EXERCISE DESCRIPTION =
Which lines of the listing below contain the word "down"? Copy each of them.

BEGIN EXTRACTED ENTRIES

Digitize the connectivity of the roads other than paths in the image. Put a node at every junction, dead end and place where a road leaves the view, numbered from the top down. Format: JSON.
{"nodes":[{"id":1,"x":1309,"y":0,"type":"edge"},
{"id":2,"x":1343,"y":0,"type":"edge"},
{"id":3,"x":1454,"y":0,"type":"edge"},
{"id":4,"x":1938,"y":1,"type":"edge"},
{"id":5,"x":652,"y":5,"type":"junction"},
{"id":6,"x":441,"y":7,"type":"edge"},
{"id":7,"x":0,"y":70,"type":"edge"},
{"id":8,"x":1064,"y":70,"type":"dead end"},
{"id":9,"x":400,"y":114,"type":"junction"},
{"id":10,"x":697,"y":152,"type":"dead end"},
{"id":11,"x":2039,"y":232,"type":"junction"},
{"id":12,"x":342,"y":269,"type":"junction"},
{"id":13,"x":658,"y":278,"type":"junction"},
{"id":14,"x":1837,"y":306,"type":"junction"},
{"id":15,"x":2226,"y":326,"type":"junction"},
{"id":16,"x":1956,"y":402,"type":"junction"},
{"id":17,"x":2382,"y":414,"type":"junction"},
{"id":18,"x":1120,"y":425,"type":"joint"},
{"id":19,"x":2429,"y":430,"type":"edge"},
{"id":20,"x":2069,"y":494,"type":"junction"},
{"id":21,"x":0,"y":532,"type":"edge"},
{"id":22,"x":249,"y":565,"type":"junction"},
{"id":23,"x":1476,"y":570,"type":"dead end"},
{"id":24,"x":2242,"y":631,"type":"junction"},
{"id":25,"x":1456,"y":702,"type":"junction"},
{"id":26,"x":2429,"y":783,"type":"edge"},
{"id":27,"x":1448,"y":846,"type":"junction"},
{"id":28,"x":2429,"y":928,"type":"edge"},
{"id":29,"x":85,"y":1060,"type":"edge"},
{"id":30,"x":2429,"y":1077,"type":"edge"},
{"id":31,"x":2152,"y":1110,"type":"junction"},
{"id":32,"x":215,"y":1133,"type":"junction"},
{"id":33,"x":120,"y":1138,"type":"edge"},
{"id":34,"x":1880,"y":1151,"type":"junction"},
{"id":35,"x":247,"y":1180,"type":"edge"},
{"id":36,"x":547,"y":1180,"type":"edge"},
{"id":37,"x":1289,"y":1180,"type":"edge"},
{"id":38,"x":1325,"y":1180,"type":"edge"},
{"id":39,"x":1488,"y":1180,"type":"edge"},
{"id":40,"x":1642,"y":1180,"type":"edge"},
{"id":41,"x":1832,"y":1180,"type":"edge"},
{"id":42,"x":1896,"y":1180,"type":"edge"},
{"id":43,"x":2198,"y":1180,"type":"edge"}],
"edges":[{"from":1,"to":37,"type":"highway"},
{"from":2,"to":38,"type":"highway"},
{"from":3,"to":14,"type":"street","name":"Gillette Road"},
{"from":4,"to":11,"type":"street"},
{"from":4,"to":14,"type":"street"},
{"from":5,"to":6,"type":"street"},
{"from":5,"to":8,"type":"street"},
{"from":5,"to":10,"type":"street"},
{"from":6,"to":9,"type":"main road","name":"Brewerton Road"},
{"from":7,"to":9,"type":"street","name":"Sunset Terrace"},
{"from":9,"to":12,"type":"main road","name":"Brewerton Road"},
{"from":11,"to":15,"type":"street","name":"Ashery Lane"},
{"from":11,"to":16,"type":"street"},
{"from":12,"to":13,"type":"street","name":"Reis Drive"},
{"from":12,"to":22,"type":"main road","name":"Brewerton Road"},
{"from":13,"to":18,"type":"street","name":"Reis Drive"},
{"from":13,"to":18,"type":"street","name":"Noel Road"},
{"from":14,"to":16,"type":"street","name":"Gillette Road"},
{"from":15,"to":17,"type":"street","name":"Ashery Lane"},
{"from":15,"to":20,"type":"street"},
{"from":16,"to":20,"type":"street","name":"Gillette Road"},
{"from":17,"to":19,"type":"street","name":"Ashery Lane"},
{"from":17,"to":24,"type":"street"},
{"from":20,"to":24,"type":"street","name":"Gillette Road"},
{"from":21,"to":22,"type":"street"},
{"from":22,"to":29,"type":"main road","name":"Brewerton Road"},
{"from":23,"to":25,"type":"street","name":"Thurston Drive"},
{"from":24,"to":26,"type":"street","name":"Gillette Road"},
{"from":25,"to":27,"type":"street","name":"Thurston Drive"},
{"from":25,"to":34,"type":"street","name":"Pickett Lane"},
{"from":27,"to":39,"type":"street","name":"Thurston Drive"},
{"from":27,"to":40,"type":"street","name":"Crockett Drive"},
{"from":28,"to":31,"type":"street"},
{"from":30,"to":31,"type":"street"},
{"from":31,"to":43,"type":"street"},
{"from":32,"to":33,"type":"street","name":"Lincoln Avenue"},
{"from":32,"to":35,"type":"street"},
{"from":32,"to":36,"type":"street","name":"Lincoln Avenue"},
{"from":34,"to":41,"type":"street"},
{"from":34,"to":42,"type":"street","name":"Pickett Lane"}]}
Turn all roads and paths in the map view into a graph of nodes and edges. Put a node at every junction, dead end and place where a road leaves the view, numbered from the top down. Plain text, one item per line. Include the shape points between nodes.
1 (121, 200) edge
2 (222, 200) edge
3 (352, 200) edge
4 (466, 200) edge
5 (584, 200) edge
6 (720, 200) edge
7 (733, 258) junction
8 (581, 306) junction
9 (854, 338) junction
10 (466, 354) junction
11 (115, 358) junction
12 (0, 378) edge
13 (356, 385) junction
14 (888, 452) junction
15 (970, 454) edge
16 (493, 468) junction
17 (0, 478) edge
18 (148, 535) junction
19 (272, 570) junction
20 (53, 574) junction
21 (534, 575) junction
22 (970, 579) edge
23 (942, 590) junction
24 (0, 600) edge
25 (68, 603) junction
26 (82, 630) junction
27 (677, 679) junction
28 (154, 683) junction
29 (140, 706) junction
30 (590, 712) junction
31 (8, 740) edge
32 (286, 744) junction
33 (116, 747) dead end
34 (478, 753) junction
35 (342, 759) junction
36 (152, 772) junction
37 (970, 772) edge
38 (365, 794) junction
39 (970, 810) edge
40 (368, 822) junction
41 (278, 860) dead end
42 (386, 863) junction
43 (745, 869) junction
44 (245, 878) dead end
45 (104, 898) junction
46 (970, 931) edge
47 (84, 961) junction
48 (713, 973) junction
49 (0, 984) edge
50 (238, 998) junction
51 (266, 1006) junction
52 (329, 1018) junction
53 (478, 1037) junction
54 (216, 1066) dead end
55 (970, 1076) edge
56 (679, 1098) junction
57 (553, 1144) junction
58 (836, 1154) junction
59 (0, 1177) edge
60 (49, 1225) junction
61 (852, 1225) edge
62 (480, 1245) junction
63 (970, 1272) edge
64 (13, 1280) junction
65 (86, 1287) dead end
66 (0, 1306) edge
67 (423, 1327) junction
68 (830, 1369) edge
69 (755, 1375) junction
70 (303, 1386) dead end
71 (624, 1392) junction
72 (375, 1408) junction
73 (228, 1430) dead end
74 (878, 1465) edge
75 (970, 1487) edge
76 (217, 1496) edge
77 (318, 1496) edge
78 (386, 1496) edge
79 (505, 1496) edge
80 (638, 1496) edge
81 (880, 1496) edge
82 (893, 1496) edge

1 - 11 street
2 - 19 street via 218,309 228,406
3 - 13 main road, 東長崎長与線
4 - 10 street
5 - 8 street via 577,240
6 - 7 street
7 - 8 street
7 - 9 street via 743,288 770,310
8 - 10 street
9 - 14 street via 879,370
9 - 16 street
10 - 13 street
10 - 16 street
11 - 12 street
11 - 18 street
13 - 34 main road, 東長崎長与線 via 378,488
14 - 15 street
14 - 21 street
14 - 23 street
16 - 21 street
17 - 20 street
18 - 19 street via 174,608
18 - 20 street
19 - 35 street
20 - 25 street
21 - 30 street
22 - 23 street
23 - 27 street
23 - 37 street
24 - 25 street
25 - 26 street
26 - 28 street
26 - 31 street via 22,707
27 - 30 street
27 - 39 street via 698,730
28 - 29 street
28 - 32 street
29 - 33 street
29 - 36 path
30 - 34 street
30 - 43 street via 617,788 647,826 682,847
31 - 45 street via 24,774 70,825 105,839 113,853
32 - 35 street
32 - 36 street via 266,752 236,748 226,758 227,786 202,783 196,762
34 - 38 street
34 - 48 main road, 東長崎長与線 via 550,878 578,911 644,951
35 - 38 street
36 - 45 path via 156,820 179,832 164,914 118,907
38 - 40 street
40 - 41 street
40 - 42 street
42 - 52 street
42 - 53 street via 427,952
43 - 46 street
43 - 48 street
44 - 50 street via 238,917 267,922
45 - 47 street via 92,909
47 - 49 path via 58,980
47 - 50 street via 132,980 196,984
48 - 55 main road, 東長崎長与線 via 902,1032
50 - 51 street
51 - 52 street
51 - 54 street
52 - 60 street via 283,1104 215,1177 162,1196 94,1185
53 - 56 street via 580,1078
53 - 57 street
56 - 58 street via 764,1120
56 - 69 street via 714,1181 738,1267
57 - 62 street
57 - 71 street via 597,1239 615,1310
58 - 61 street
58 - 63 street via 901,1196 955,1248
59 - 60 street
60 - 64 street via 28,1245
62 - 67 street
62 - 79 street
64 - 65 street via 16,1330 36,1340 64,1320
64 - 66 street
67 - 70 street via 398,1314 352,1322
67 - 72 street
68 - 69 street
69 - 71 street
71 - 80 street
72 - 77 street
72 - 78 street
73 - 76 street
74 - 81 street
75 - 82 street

END EXTRACTED ENTRIES

RESPONSE BOX =
Digitize the connectivity of the roads other than paths in the image. Put a node at every junction, dead end and place where a road leaves the view, numbered from the top down. Format: JSON.
Turn all roads and paths in the map view into a graph of nodes and edges. Put a node at every junction, dead end and place where a road leaves the view, numbered from the top down. Plain text, one item per line. Include the shape points between nodes.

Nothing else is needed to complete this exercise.